### Description of the task
Look over the data below and give the number of lines containing the word "Guiomar", with no other words.

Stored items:
=== Begin Enclosure ===

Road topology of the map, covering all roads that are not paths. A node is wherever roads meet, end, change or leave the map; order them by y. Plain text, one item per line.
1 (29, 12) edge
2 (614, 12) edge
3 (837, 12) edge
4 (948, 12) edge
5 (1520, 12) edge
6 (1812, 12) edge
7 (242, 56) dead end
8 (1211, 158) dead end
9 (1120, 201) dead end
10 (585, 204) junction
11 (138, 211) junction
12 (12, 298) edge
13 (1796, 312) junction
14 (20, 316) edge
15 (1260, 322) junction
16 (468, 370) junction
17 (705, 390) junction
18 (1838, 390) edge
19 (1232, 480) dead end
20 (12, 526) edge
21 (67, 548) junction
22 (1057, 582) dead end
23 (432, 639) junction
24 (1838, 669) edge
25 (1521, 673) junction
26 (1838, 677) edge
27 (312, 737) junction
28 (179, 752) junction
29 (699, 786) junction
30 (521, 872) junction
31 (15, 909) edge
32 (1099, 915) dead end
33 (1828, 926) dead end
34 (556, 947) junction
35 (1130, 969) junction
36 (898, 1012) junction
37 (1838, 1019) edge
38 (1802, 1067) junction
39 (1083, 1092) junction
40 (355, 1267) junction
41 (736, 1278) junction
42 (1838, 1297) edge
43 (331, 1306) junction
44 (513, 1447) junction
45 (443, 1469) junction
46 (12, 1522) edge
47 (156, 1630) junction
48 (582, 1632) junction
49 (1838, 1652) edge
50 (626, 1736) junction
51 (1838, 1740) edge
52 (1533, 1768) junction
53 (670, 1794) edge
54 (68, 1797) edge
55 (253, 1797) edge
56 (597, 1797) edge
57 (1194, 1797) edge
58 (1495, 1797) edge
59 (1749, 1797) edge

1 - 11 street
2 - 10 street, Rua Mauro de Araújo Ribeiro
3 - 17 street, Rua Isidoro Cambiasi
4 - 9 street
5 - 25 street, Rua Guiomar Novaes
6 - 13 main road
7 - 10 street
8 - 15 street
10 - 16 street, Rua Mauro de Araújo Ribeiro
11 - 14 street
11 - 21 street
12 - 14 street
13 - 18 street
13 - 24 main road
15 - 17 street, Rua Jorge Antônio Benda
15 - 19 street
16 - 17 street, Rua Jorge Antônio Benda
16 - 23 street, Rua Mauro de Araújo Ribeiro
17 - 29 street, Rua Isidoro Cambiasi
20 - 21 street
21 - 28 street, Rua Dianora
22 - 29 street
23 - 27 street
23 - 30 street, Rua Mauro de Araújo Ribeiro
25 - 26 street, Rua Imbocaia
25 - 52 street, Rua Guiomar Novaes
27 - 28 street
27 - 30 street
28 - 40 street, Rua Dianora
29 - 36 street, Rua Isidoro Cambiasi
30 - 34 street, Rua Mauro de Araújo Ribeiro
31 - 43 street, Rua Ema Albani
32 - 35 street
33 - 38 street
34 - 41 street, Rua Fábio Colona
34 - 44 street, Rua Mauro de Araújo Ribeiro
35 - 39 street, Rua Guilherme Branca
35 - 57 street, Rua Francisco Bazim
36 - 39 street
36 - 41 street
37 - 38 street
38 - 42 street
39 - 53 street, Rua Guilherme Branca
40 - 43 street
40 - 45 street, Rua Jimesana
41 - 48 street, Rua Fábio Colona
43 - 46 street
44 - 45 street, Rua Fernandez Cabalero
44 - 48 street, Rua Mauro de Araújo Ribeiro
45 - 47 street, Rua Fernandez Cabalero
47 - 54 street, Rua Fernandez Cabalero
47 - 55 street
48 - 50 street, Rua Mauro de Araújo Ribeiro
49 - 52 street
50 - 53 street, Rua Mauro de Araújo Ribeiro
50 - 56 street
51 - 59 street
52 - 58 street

=== End Enclosure ===

### The answer
2